How to Improve Survey Response Rate and Get More Survey Responses

As anyone who has ever conducted a survey will tell you, identifying a target audience is just the beginning. The real work is increasing your survey response rate.

So what is survey response rate? As you might expect, survey response rate identifies the rate at which people who see your survey actually participate.

In today’s market research world, we can target down to the micro level. Digital advertisers can target a single city block. Survey companies can convene panels on even the most minute detail.

The problem is if the people you are reaching are not engaged, and your survey is just an impediment to them, you’ll see a low survey response rate, or worse; low data quality.

It turns out, you can raise rates and improve data quality without switching platforms or creating a bunch of extra work. Here’s how:

Reach a better audience

You can drastically increase your survey response rate, and decrease the time it takes to get your results by effectively reaching a larger, more engaged audience. According to Pew research, in the past five years, smartphone ownership among adults has nearly doubled to 68%.

  • More than half of most demographic groups have a smartphone
  • There are no differences in smartphone ownership among different racial and ethnic groups
  • 90% of our time on mobile is spent in app

To get more respondents, you need to reach them, on their turf, where they can take your survey on their own terms and at their convenience.

And when you can reach more potential survey respondents, chances are you will get your results faster as well.

Pollfish now offers the ability to access this audience without switching survey platforms. Run your Survey Monkey survey using the Pollfish audience.

By accessing users where they are and offering incentives towards the apps they are already using, you will improve data quality and survey response rate overnight.

Screen for the right audience

Casting a wider net doesn’t guarantee you will reach a relevant audience – however asking the right type of screening question will help you filter out the users you want to participate in your survey.

Making sure that your screening question acceptance criteria doesn’t rely on “Yes” or “No” answers will help avoid false-positives. And help ensure that your survey respondents meet your criteria for a sample population – versus just looking for an incentive.

Improve your survey design

Critical to keeping users engaged in your survey is the survey design – particularly when it comes to optimizing for mobile. The most important consideration would be to keep it short – both in number of and length of questions  – as well as the answers.  Aim for your survey to be less than 10 questions long, and less than 140 characters in length. If you can design a survey for a mobile device, it will work well online on a website or other forms as well. However, the reverse is not true.

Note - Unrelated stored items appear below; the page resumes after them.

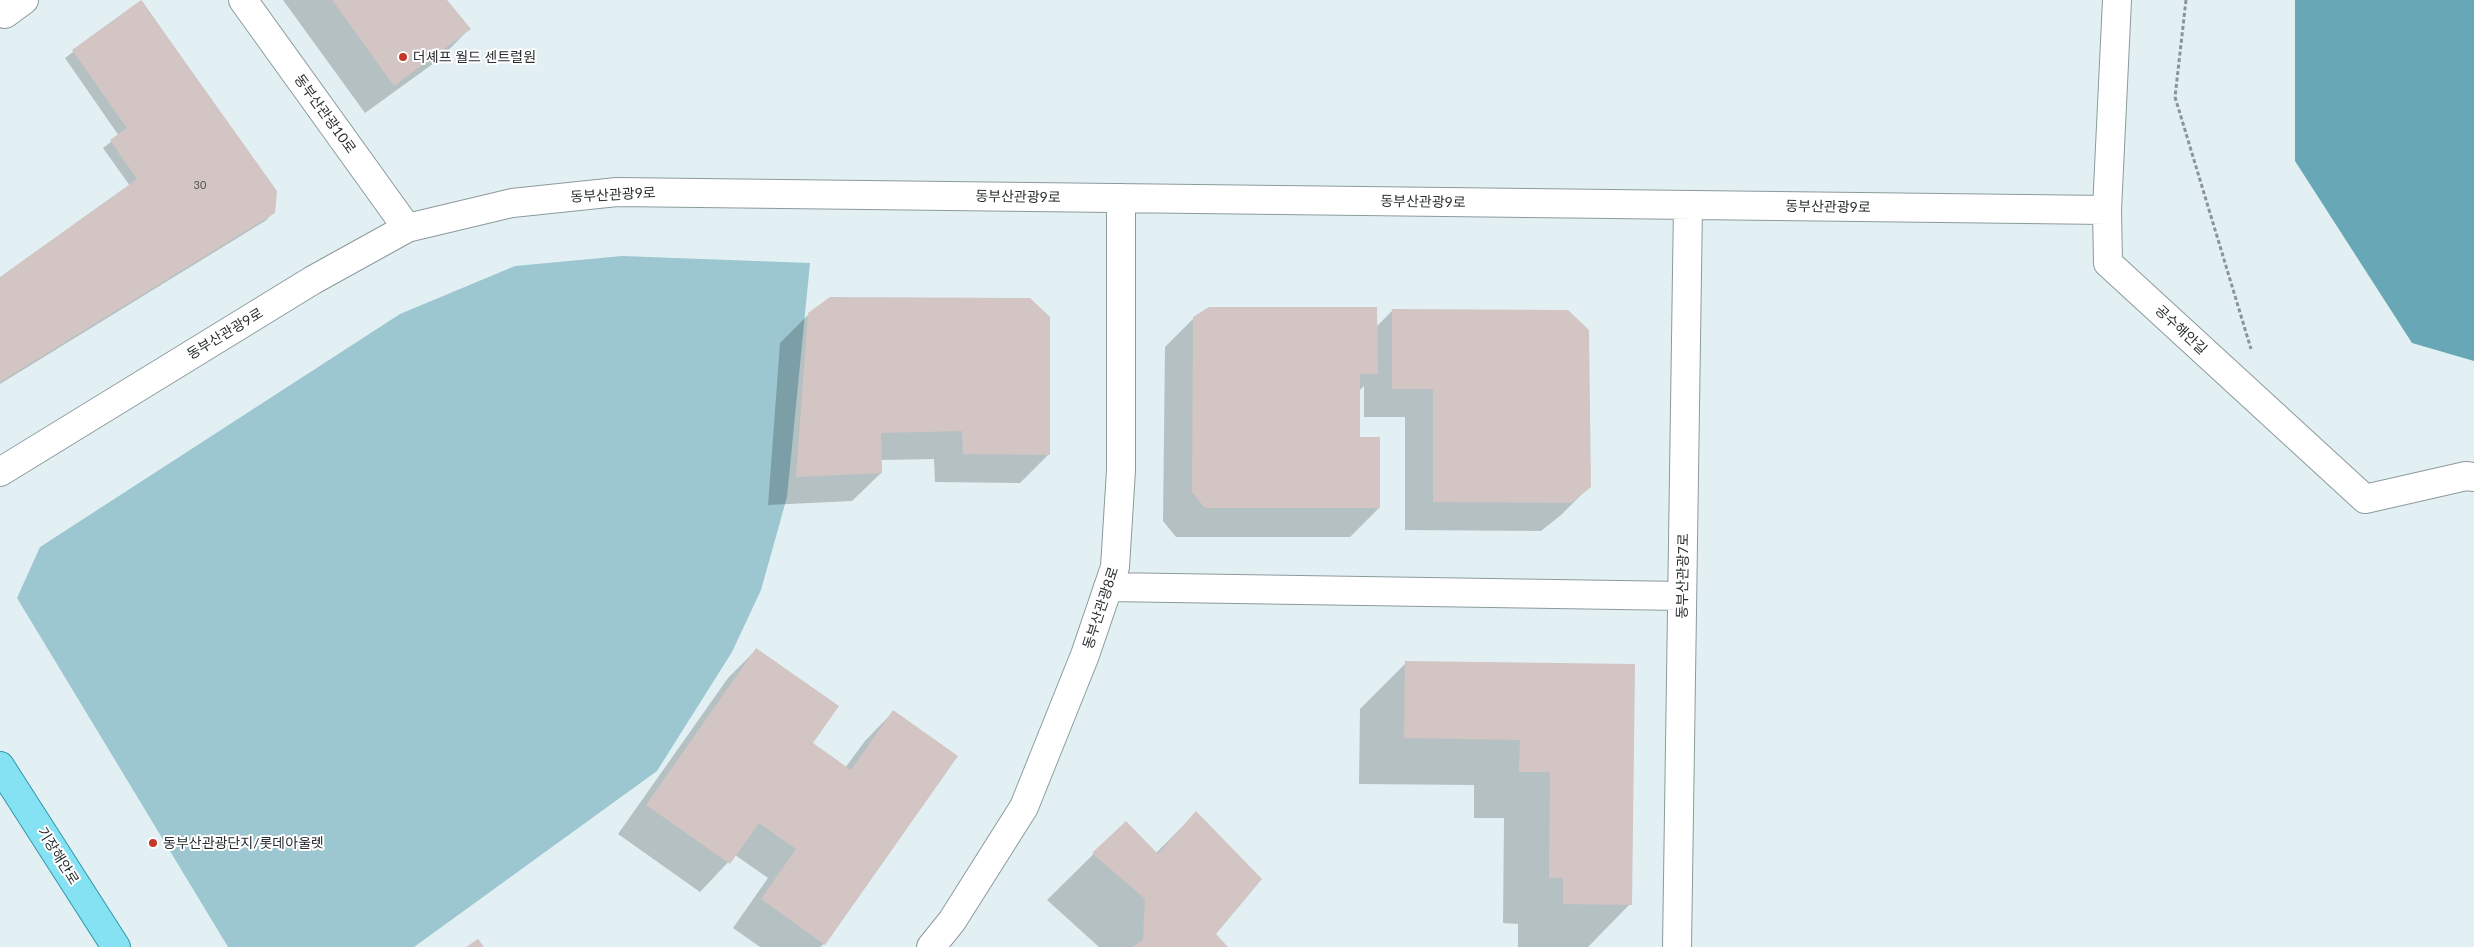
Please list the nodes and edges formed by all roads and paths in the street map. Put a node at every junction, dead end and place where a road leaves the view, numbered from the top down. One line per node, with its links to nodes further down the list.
1 (243, 0): 7 (street, 동부산관광10로)
2 (2117, 0): 6 (street, 공수해안길)
3 (2186, 0): 8 (path)
4 (1121, 198): 5 (street, 동부산관광9로); 7 (street, 동부산관광9로); 11 (street, 동부산관광8로)
5 (1688, 205): 6 (street, 동부산관광9로); 12 (street, 동부산관광7로)
6 (2107, 210): 10 (street, 공수해안길)
7 (407, 228): 9 (street, 동부산관광9로)
8 (2253, 354)
9 (0, 472)
10 (2474, 477)
11 (1108, 587): 12 (street); 16 (street, 동부산관광8로)
12 (1682, 596): 17 (street, 동부산관광7로)
13 (0, 766): 14 (main road, 기장해안로)
14 (11, 791): 15 (main road, 기장해안로)
15 (116, 947)
16 (932, 947)
17 (1677, 947)

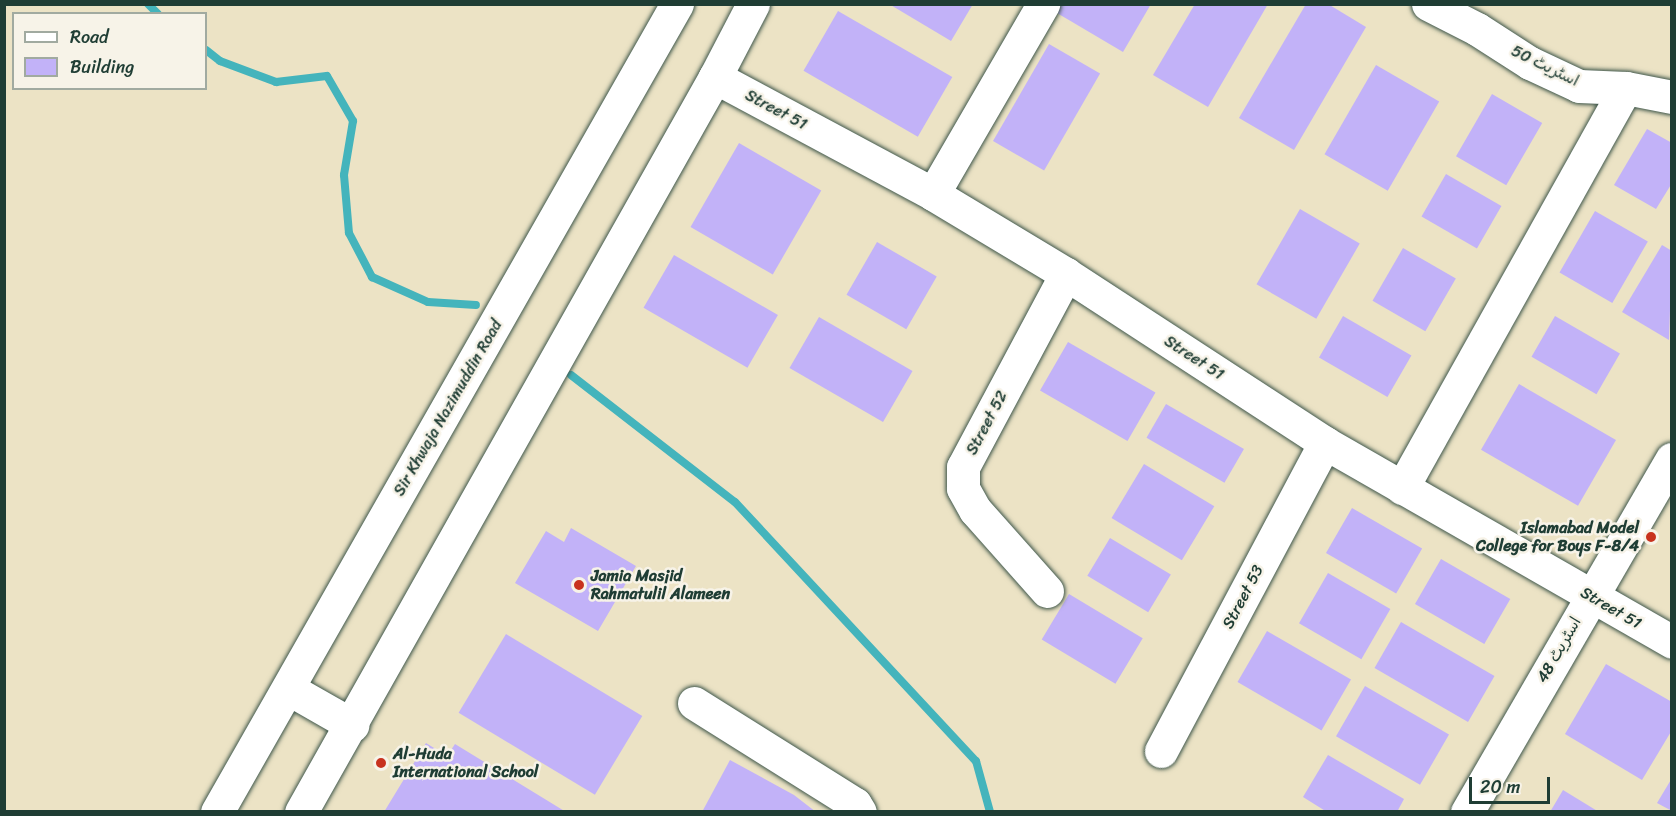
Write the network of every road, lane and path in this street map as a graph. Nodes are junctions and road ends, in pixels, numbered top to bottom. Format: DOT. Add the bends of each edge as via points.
graph roads {
  1 [pos="677,4"];
  2 [pos="753,4"];
  3 [pos="1043,4"];
  4 [pos="1428,4"];
  5 [pos="715,77"];
  6 [pos="1626,88"];
  7 [pos="1671,97"];
  8 [pos="933,194"];
  9 [pos="1066,274"];
  10 [pos="1325,443"];
  11 [pos="1671,459"];
  12 [pos="1402,488"];
  13 [pos="1047,591"];
  14 [pos="1590,596"];
  15 [pos="1671,642"];
  16 [pos="289,688"];
  17 [pos="694,703"];
  18 [pos="352,725"];
  19 [pos="1161,751"];
  20 [pos="217,812"];
  21 [pos="301,812"];
  22 [pos="860,812"];
  23 [pos="1467,812"];
  1 -- 16 [label="street, Sir Khwaja Nazimuddin Road"];
  2 -- 5 [label="street"];
  3 -- 8 [label="street"];
  4 -- 6 [label="street, اسٹریٹ 50" via="1578,86"];
  5 -- 8 [label="street, Street 51"];
  5 -- 18 [label="street"];
  6 -- 7 [label="street, اسٹریٹ 50"];
  6 -- 12 [label="street"];
  8 -- 9 [label="street, Street 51"];
  9 -- 10 [label="street, Street 51"];
  9 -- 13 [label="street, Street 52" via="963,467 963,488 975,510"];
  10 -- 12 [label="street, Street 51"];
  10 -- 19 [label="street, Street 53"];
  11 -- 14 [label="street, اسٹریٹ 48"];
  12 -- 14 [label="street, Street 51"];
  14 -- 15 [label="street, Street 51"];
  14 -- 23 [label="street, اسٹریٹ 48"];
  16 -- 18 [label="street"];
  16 -- 20 [label="street, Sir Khwaja Nazimuddin Road"];
  17 -- 22 [label="street" via="855,804"];
  18 -- 21 [label="street"];
}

Use right question types – quantitative single or multiple answer questions where users can quickly respond are better suited for mobile devices – since users prefer tapping vs typing. Avoid the overuse of open-ended questions by using them to gain more depth or insight into a particular response.

Matrix questions are also to be used sparingly since they take up a lot of screen space, and require users to sort through a variety of questions and answers. Slider-type or star-based rating questions can be very engaging, however, you don’t want to ask too many in a row as this may bore the respondent.

Obtaining more survey responses can be fast, easy, and affordable – if you know where to look.